In the interests of transparency, eLife includes the editorial decision letter and accompanying author responses. A lightly edited version of the letter sent to the authors after peer review is shown, indicating the most substantive concerns; minor comments are not usually included.

Thank you for submitting your article "Guy1, a Y-linked embryonic signal, regulates dosage compensation in Anopheles stephensi by increasing X gene expression" for consideration by eLife. Your article has been reviewed by Detlef Weigel as the Senior Editor, a Reviewing Editor, and three reviewers. The following individuals involved in review of your submission have agreed to reveal their identity: Flaminia Catteruccia (Reviewer #1); Christine M. Disteche (Reviewer #3).
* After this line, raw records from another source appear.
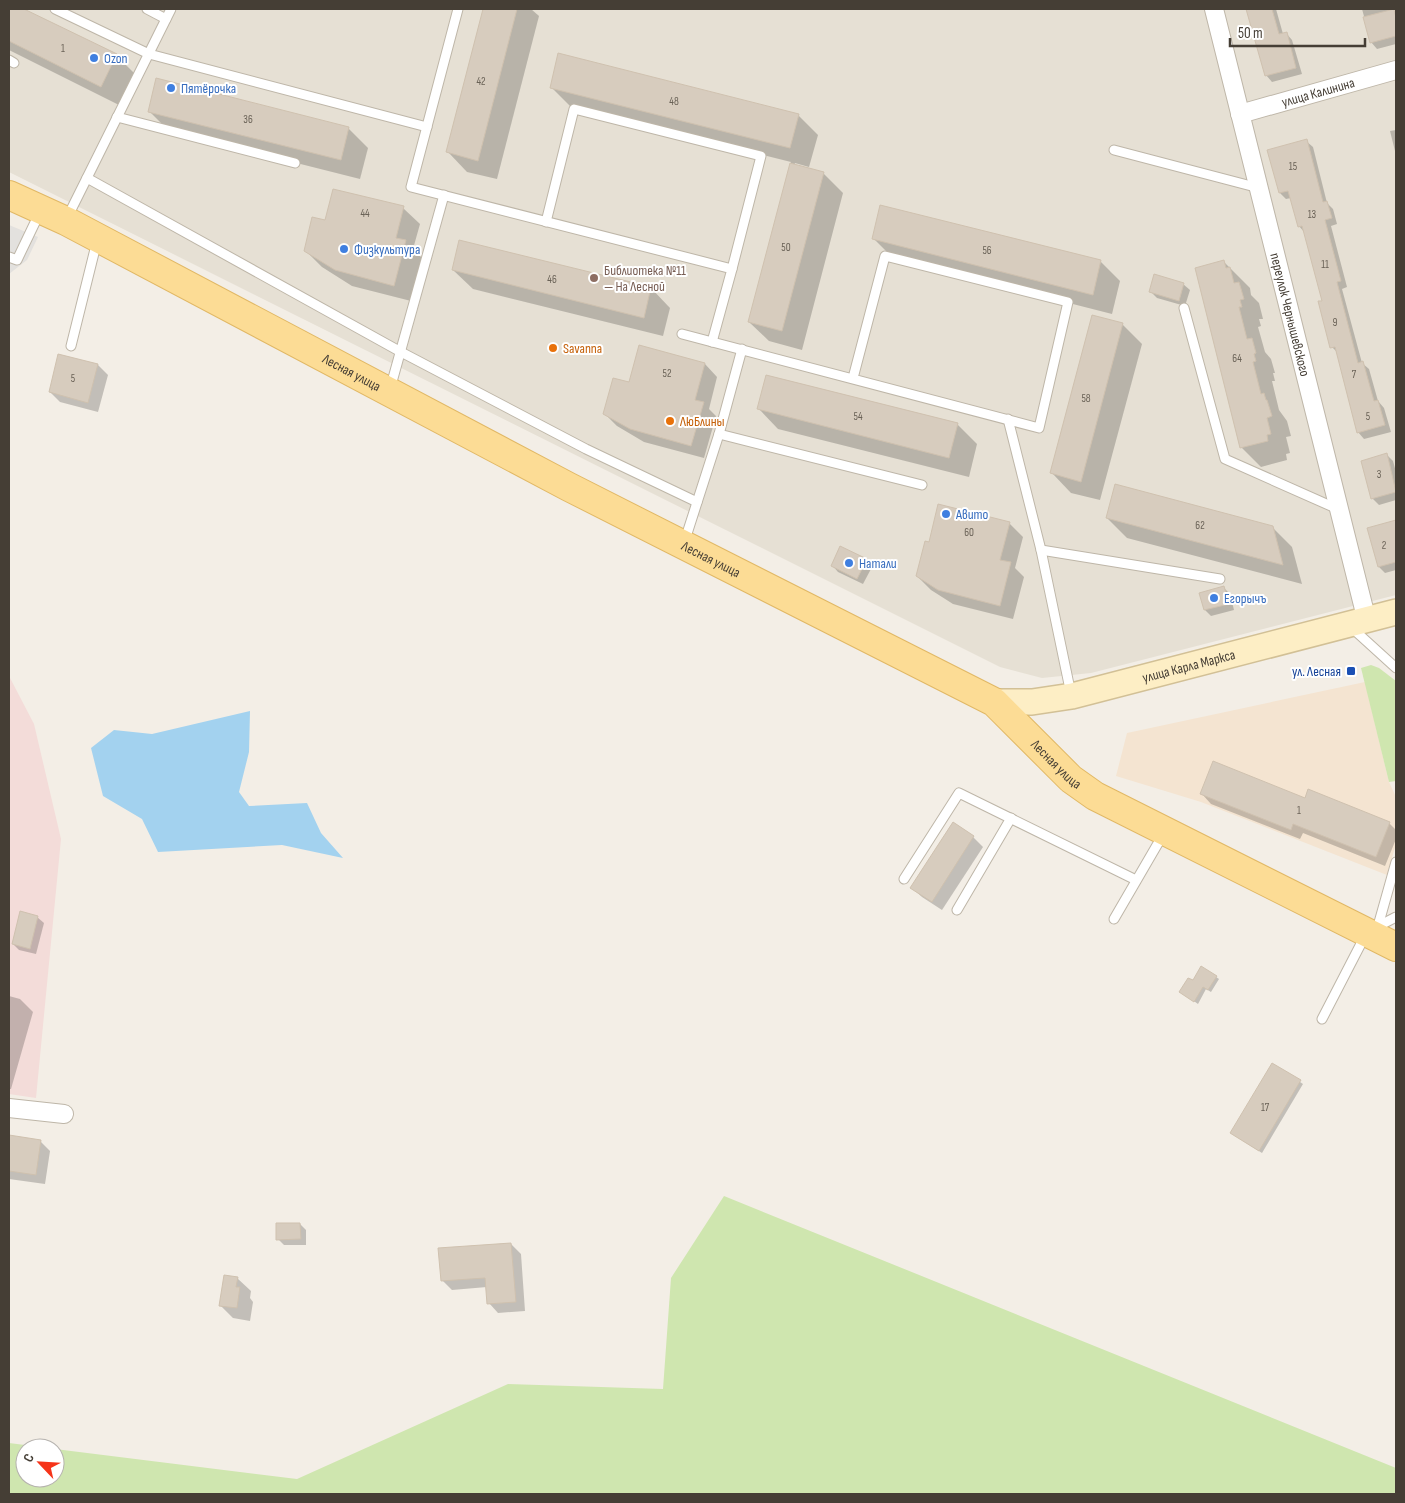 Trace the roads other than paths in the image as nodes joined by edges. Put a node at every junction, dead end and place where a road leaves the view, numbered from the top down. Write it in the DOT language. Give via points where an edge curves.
graph roads {
  1 [pos="55,9"];
  2 [pos="147,9"];
  3 [pos="171,9"];
  4 [pos="458,9"];
  5 [pos="1214,9"];
  6 [pos="166,19"];
  7 [pos="149,54"];
  8 [pos="1396,70"];
  9 [pos="1240,114"];
  10 [pos="117,117"];
  11 [pos="428,128"];
  12 [pos="1114,150"];
  13 [pos="295,163"];
  14 [pos="87,178"];
  15 [pos="1259,188"];
  16 [pos="9,195"];
  17 [pos="444,195"];
  18 [pos="41,210"];
  19 [pos="66,221"];
  20 [pos="546,222"];
  21 [pos="98,238"];
  22 [pos="9,257"];
  23 [pos="732,269"];
  24 [pos="1184,308"];
  25 [pos="682,334"];
  26 [pos="712,342"];
  27 [pos="71,346"];
  28 [pos="742,349"];
  29 [pos="400,352"];
  30 [pos="853,378"];
  31 [pos="389,392"];
  32 [pos="1008,419"];
  33 [pos="719,434"];
  34 [pos="922,486"];
  35 [pos="697,502"];
  36 [pos="1340,510"];
  37 [pos="683,546"];
  38 [pos="1041,550"];
  39 [pos="1220,579"];
  40 [pos="1378,619"];
  41 [pos="1396,668"];
  42 [pos="1072,696"];
  43 [pos="994,702"];
  44 [pos="1011,818"];
  45 [pos="1165,831"];
  46 [pos="1396,862"];
  47 [pos="904,879"];
  48 [pos="1136,880"];
  49 [pos="957,910"];
  50 [pos="1396,917"];
  51 [pos="1114,919"];
  52 [pos="1373,929"];
  53 [pos="1396,947"];
  54 [pos="1322,1019"];
  55 [pos="9,1108"];
  56 [pos="64,1114"];
  1 -- 7 [label="lane"];
  2 -- 6 [label="lane"];
  3 -- 6 [label="lane"];
  4 -- 11 [label="lane"];
  5 -- 9 [label="street, переулок Чернышевского"];
  6 -- 7 [label="lane"];
  7 -- 10 [label="lane"];
  7 -- 11 [label="lane"];
  8 -- 9 [label="street, улица Калинина"];
  9 -- 15 [label="street, переулок Чернышевского"];
  10 -- 13 [label="lane"];
  10 -- 14 [label="lane"];
  11 -- 17 [label="lane" via="411,187"];
  12 -- 15 [label="lane"];
  14 -- 19 [label="lane"];
  14 -- 29 [label="lane"];
  15 -- 36 [label="street, переулок Чернышевского"];
  16 -- 18 [label="main road, Лесная улица"];
  17 -- 20 [label="lane"];
  17 -- 29 [label="lane"];
  18 -- 19 [label="main road, Лесная улица"];
  18 -- 22 [label="lane" via="17,260"];
  19 -- 21 [label="main road, Лесная улица"];
  20 -- 23 [label="lane"];
  20 -- 23 [label="lane" via="574,109 761,156"];
  21 -- 27 [label="lane"];
  21 -- 31 [label="main road, Лесная улица"];
  23 -- 26 [label="lane"];
  24 -- 36 [label="lane" via="1225,459"];
  25 -- 26 [label="lane"];
  26 -- 28 [label="lane"];
  28 -- 30 [label="lane"];
  28 -- 33 [label="lane"];
  29 -- 31 [label="lane"];
  29 -- 35 [label="lane" via="586,450"];
  30 -- 32 [label="lane"];
  30 -- 32 [label="lane" via="885,256 1068,302 1039,428"];
  31 -- 37 [label="main road, Лесная улица"];
  32 -- 38 [label="lane"];
  33 -- 34 [label="lane"];
  33 -- 35 [label="lane"];
  35 -- 37 [label="lane"];
  36 -- 40 [label="street, переулок Чернышевского"];
  37 -- 43 [label="main road, Лесная улица"];
  38 -- 39 [label="lane"];
  38 -- 42 [label="lane"];
  40 -- 41 [label="lane"];
  40 -- 42 [label="main road, улица Карла Маркса"];
  42 -- 43 [label="main road, улица Карла Маркса" via="1032,702"];
  43 -- 45 [label="main road, Лесная улица" via="1071,779 1095,796"];
  44 -- 47 [label="lane" via="959,793"];
  44 -- 48 [label="lane"];
  44 -- 49 [label="lane"];
  45 -- 48 [label="lane"];
  45 -- 52 [label="main road, Лесная улица"];
  46 -- 52 [label="lane"];
  48 -- 51 [label="lane"];
  50 -- 52 [label="lane"];
  52 -- 53 [label="main road, Лесная улица"];
  52 -- 54 [label="lane"];
  55 -- 56 [label="street"];
}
The reviewers have discussed the reviews with one another and the Reviewing Editor has drafted this decision to help you prepare a revised submission

Summary:

This study by Tu and colleagues builds upon their prior finding published in eLife that showed Guy1 as a strong candidate for a male-determining factor. In this Research Advance, they now demonstrate that Guy1 regulates dosage compensation in the mosquito and that up-regulation of X chromosome genes underlies the mechanism of Guy1-conferred female lethality. All reviewers agreed that this is an important study that addresses fundamental questions regarding sex determination and dosage compensation in mosquitos.

Essential revisions:

A key concern is the exclusive reliance on mean gene expression (MGE) to generate major conclusions. The reviewers agreed that it is advisable to provide additional, independent validation (this does not mean simple repetition of the same experiments). One suggestion was to perform dsRNA injections (or an inducible CRISPRi system, although quite challenging) could be performed to target Guy1 in males. If Guy1 is responsible for dosage compensation, X-linked genes should decrease in expression. However, the reviewers noted that RNAi might not be feasible based on the authors' previous paper.
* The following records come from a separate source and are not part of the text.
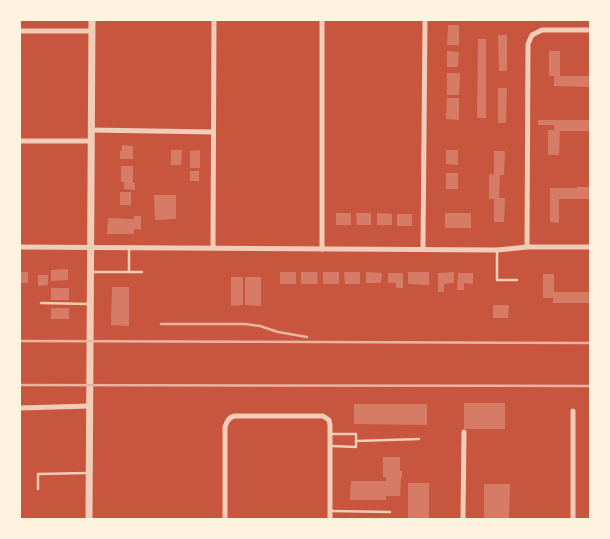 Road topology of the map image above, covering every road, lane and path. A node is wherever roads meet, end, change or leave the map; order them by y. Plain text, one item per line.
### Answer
1 (92, 20) edge
2 (214, 20) edge
3 (322, 20) edge
4 (424, 20) edge
5 (590, 30) edge
6 (20, 31) edge
7 (92, 31) junction
8 (91, 130) junction
9 (214, 132) junction
10 (20, 141) edge
11 (91, 141) junction
12 (91, 246) junction
13 (20, 247) edge
14 (129, 247) junction
15 (527, 247) junction
16 (590, 247) edge
17 (213, 248) junction
18 (322, 249) junction
19 (423, 249) junction
20 (497, 250) junction
21 (91, 272) junction
22 (129, 272) junction
23 (142, 272) dead end
24 (516, 280) dead end
25 (41, 303) dead end
26 (90, 304) junction
27 (90, 406) junction
28 (20, 408) edge
29 (573, 411) dead end
30 (464, 432) dead end
31 (330, 434) junction
32 (419, 439) dead end
33 (356, 441) junction
34 (330, 446) junction
35 (90, 473) junction
36 (38, 489) dead end
37 (330, 511) junction
38 (390, 512) dead end
39 (90, 519) edge
40 (225, 519) edge
41 (330, 519) edge
42 (463, 519) edge
43 (573, 519) edge

1 - 7 street
2 - 9 street
3 - 18 street
4 - 19 street
5 - 15 street
6 - 7 street
7 - 8 street
8 - 9 street
8 - 11 street
9 - 17 street
10 - 11 street
11 - 12 street
12 - 13 street
12 - 14 street
12 - 21 street
14 - 17 street
14 - 22 lane
15 - 16 street
15 - 20 street
17 - 18 street
18 - 19 street
19 - 20 street
20 - 24 lane
21 - 22 lane
21 - 26 street
22 - 23 lane
25 - 26 lane
26 - 27 street
27 - 28 street
27 - 35 street
29 - 43 street
30 - 42 street
31 - 33 lane
31 - 34 street
31 - 40 street
32 - 33 lane
33 - 34 lane
34 - 37 street
35 - 36 lane
35 - 39 street
37 - 38 lane
37 - 41 street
Therefore, the reviewers suggest the following:

1) If the authors can provide independent validation to their ideas, the reviewers would like to see such data incorporated.
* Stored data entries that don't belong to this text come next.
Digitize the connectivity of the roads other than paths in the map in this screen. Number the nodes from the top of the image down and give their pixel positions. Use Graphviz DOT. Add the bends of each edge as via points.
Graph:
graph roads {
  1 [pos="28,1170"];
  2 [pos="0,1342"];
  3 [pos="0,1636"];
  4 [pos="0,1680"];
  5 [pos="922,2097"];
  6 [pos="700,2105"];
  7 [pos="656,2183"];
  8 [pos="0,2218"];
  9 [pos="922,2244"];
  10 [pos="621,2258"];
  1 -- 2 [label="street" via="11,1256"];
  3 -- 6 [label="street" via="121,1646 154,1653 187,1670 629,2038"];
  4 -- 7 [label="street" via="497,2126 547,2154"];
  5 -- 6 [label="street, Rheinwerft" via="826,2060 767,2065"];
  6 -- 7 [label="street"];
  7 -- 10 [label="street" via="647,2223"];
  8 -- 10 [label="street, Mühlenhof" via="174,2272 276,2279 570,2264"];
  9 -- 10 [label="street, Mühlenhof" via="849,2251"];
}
2) Alternatively, recognizing the difficulty of such experiments, if no independent validation is feasible, reasonable arguments for their conclusion (without additional experimental data) would be acceptable. In such a case, depending on the strength of such arguments, it may be advisable to adjust the strength of the conclusion (weaken the statements, provide caveats etc.).

https://doi.org/10.7554/eLife.43570.022

Author response

Essential revisions:

A key concern is the exclusive reliance on mean gene expression (MGE) to generate major conclusions. The reviewers agreed that it is advisable to provide additional, independent validation (this does not mean simple repetition of the same experiments). One suggestion was to perform dsRNA injections (or an inducible CRISPRi system, although quite challenging) could be performed to target Guy1 in males. If Guy1 is responsible for dosage compensation, X-linked genes should decrease in expression. However, the reviewers noted that RNAi might not be feasible based on the authors' previous paper.

Therefore, the reviewers suggest the following:

1) If the authors can provide independent validation to their ideas, the reviewers would like to see such data incorporated.

2) Alternatively, recognizing the difficulty of such experiments, if no independent validation is feasible, reasonable arguments for their conclusion (without additional experimental data) would be acceptable. In such a case, depending on the strength of such arguments, it may be advisable to adjust the strength of the conclusion (weaken the statements, provide caveats etc.).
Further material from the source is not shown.